Exercise goal ::
Please find the lines in the following records that hold "Xizhimen", and copy them.

Information shown ::
[Start of Attachment]

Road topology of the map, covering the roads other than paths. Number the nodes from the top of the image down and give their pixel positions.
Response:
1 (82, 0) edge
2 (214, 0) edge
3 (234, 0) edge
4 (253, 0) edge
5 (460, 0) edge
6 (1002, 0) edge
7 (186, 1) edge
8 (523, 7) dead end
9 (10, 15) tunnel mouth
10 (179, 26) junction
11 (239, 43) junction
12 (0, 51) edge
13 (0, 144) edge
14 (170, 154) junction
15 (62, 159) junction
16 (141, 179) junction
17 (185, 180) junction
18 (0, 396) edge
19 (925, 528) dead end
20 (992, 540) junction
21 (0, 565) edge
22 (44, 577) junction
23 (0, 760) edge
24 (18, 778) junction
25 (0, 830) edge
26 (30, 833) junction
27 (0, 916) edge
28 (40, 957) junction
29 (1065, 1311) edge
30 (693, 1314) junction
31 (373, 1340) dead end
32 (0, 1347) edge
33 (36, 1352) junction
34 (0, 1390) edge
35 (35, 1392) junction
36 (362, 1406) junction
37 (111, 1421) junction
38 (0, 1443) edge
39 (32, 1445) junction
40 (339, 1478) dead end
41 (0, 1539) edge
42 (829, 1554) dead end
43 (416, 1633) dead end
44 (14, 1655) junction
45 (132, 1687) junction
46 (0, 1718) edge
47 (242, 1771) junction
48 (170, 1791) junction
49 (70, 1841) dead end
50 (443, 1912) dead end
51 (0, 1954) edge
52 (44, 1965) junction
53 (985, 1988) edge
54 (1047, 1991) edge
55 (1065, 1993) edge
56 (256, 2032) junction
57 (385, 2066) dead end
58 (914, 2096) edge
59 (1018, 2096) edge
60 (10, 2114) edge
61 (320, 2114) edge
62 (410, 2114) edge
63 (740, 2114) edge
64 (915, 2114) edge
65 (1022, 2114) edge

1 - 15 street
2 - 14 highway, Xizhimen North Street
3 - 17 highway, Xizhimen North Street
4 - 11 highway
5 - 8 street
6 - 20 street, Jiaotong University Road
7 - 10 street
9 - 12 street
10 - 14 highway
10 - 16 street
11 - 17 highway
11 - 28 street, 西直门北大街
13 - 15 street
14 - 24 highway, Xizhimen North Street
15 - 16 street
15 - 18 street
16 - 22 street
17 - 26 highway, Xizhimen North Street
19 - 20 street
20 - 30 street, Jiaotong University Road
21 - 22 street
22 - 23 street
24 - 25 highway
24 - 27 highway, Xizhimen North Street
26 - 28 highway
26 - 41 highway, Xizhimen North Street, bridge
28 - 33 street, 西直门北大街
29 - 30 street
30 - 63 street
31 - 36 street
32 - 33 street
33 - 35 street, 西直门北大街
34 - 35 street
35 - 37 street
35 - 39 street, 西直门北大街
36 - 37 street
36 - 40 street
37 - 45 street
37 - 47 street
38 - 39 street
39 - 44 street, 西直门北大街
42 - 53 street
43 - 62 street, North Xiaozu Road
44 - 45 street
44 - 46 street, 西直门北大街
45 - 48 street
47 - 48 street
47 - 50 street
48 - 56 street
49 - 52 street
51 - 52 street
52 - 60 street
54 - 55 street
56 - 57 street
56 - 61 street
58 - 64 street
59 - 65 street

[End of Attachment]

Solution for this problem ::
2 - 14 highway, Xizhimen North Street
3 - 17 highway, Xizhimen North Street
14 - 24 highway, Xizhimen North Street
17 - 26 highway, Xizhimen North Street
24 - 27 highway, Xizhimen North Street
26 - 41 highway, Xizhimen North Street, bridge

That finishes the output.